Leaving the booth, he heard, above the clatter of communications-machines and hubbub of voices, Jules Keaveney arguing contentiously. Evidently Colonel Cheng-Li's efforts to drag the Resident out of his despondency had been an excessive success.

"But it's crazy! Not just here; everywhere on Uller!" Keaveney was saying. "How did they do it? They have no telecast equipment."

"You have me stopped, Jules," Mordkovitz was replying. "I know a lot of rich geeks have receiving sets, but no sending sets."

The pattern that had been tantalizing von Schlichten took visible shape in his mind. For a moment, he shelved the matter of the Aldebaran.

"They didn't need sending equipment, Barney," he said. "They used ours."

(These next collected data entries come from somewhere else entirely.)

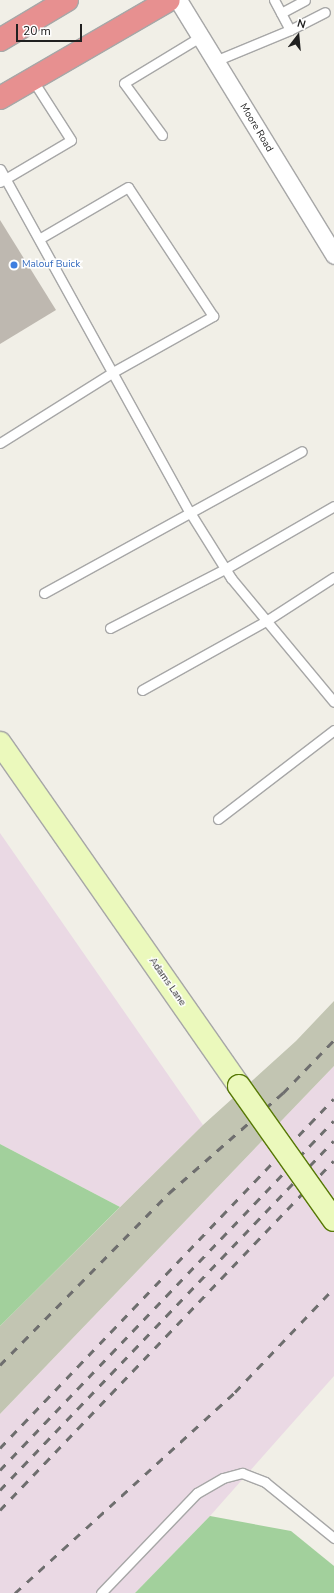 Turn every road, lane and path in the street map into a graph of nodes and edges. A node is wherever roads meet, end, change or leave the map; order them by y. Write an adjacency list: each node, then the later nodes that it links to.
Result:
1 (67, 0): 10 (highway)
2 (169, 0): 12 (highway)
3 (178, 0): 9 (street, Moore Road)
4 (274, 0): 7 (lane)
5 (305, 0): 7 (lane)
6 (325, 12): 8 (lane)
7 (281, 13): 8 (lane)
8 (290, 30): 11 (lane)
9 (200, 37): 11 (street, Moore Road); 14 (lane)
10 (0, 40)
11 (215, 61): 18 (street, Moore Road)
12 (32, 79): 13 (highway); 16 (lane)
13 (0, 98)
14 (162, 135)
15 (0, 169): 16 (lane)
16 (3, 180): 17 (lane)
17 (39, 238): 19 (lane); 19 (lane)
18 (334, 255)
19 (113, 372): 20 (lane); 23 (lane)
20 (0, 443)
21 (302, 451): 23 (lane)
22 (334, 506): 24 (lane)
23 (189, 511): 24 (lane); 26 (lane)
24 (225, 569): 27 (lane); 28 (lane)
25 (334, 577): 27 (lane)
26 (44, 593)
27 (266, 621): 29 (lane); 30 (lane)
28 (110, 628)
29 (142, 690)
30 (334, 702)
31 (334, 730): 33 (lane)
32 (0, 743): 34 (street, Adams Lane, bridge)
33 (218, 819)
34 (334, 1220)
35 (334, 1538): 36 (lane)
36 (101, 1593)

"What do you mean?" Keaveney challenged.

"Look what happened. Sid Harrington was poisoned in Konkrook. The news, of course, was sent out at once, as the geeks knew it would be, to every residency and trading-station on Uller, and that was the signal they'd agreed upon, probably months in advance. All they had to do was have that geek servant put poison in Harrington's whiskey, and we did the rest."